__WHAT TO PRODUCE__
Please transcribe every entry below exactly, without including the pictures.

__MATERIAL FOR THE TASK__
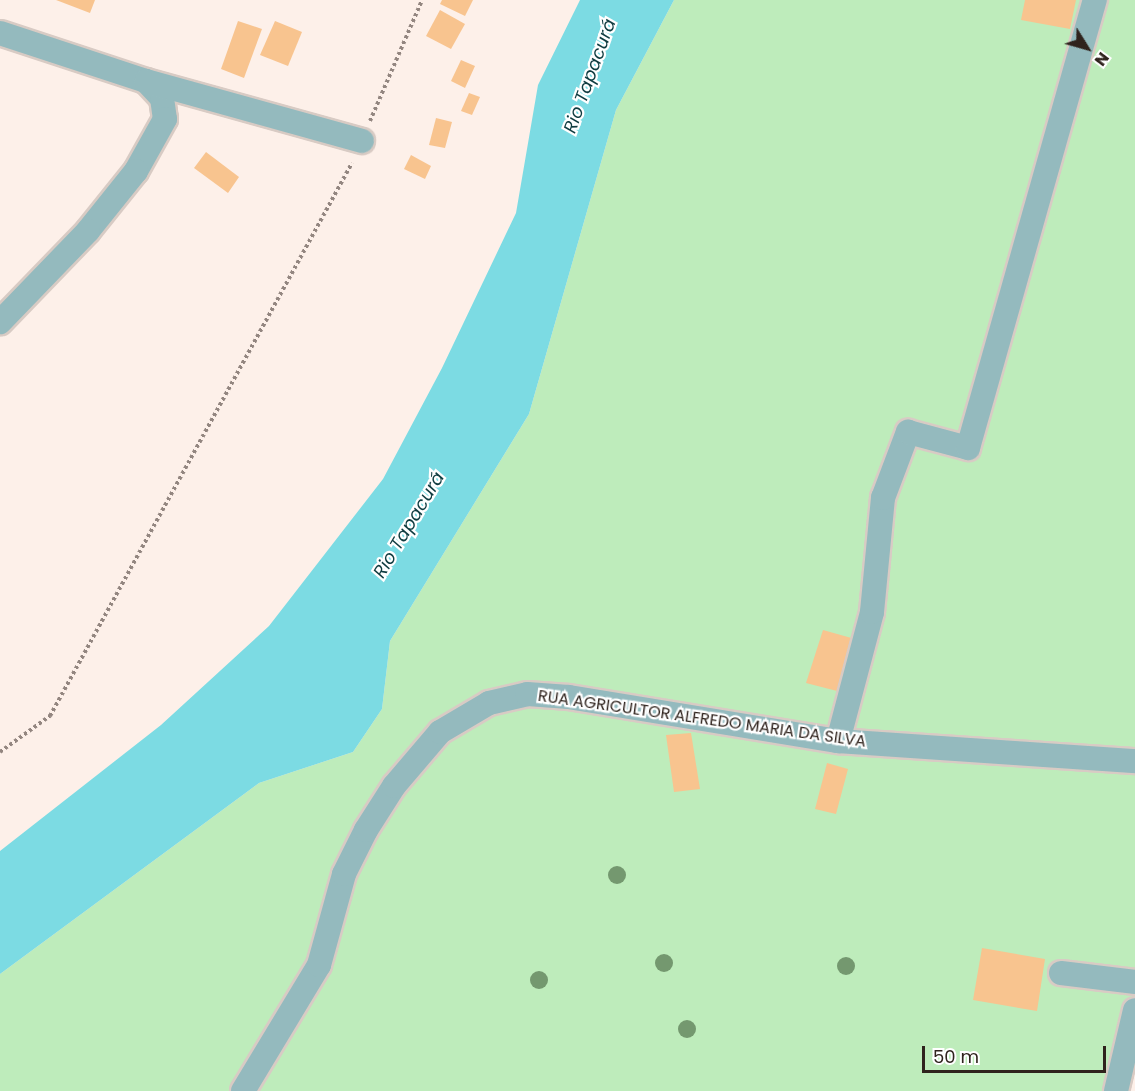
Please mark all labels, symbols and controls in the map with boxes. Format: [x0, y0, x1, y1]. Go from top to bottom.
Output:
water label: Rio Tapacurá [559, 16, 621, 136]
north arrow [1057, 18, 1117, 78]
text: N [1089, 47, 1115, 71]
water label: Rio Tapacurá [369, 468, 449, 582]
street label: RUA AGRICULTOR ALFREDO MARIA DA SILVA [537, 686, 867, 752]
scale bar [925, 1034, 1110, 1072]
text: 50 m [933, 1044, 979, 1069]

__TASK OUTPUT__
Please mark all labels, symbols and controls in the map with boxes. Format: [x0, y0, x1, y1]. Go from top to bottom.
Output:
water label: Rio Tapacurá [559, 16, 621, 136]
north arrow [1057, 18, 1117, 78]
text: N [1089, 47, 1115, 71]
water label: Rio Tapacurá [369, 468, 449, 582]
street label: RUA AGRICULTOR ALFREDO MARIA DA SILVA [537, 686, 867, 752]
scale bar [925, 1034, 1110, 1072]
text: 50 m [933, 1044, 979, 1069]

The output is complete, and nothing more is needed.